Best tip for me: pay your bills automatically online.  Until I did this, my mail management was so poor that someone would come by in a truck once a month to shut off some utility.  There was an upside.  I could pay them right there and then and save the cost of the stamp to mail in the bill.  You can imagine the downsides.

Good evening Captain C. et.

Good evening Captain C. et. al,

I whole heartedly agree with you in setting bill payments online. Perhaps at some time in the future, I can site some good reasons why it works for me and so well. I do this not only with my local  bank/checking acccount but each credit card has a slot on my toolbar. This makes for easy viewing and all is carefully password protected and I'm the only one to use my computer.

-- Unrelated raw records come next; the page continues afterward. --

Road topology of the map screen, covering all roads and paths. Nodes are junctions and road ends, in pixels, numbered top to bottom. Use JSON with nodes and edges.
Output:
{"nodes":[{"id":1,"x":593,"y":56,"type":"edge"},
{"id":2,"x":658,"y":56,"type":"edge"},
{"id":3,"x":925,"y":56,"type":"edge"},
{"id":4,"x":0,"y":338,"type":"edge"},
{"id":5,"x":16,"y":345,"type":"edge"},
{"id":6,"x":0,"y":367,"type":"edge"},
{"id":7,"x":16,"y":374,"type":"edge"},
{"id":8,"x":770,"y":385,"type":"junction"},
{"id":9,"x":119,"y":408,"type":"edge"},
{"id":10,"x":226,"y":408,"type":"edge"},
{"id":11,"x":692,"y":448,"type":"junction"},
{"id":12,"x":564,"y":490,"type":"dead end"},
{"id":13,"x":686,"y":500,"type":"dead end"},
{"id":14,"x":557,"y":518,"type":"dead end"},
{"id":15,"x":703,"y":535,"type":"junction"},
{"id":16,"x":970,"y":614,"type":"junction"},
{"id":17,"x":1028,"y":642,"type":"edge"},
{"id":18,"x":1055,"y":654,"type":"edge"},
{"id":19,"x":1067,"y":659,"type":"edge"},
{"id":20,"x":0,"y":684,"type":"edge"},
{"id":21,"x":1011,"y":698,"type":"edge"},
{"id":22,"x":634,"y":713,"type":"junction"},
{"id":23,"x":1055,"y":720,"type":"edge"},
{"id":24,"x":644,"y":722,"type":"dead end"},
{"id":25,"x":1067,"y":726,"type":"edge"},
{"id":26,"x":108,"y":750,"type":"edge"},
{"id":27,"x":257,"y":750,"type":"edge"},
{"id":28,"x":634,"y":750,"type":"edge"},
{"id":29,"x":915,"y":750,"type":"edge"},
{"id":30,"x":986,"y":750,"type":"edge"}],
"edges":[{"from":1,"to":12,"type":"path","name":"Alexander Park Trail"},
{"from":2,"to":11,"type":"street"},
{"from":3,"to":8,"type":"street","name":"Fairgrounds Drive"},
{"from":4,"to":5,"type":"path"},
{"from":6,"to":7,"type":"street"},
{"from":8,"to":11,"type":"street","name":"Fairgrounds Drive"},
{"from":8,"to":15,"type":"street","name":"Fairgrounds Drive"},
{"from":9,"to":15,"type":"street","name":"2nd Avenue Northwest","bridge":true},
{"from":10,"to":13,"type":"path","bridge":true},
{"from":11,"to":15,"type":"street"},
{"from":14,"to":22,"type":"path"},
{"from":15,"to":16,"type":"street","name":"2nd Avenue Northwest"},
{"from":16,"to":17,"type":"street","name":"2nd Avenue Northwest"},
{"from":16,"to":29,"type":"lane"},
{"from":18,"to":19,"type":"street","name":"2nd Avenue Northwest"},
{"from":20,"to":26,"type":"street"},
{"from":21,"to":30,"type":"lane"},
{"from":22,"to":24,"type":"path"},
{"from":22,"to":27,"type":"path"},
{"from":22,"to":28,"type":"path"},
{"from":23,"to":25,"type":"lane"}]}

The gentleman I am seeing is a quadraplegic and I've set up his accounts for him on his PC at his home and I can also acces them from here if he is not up to paying his bills when the first of the month rolls around. He uses voice recignition software so "online" works for him extremely well.

It takes time to set things up error free with all those numbers but after that, a piece of cake.

My first posting. Excuse the novel. My motto: Pay on time and you'll be fine.

~Nikki 911

Welcome, Nikki. You are more

Welcome, Nikki.

You are more disciplined than I am.  I have to not only pay on-line, but make those payments automatic.  Otherwise, it's just the equivalent of searching all over for an envelope and stamp.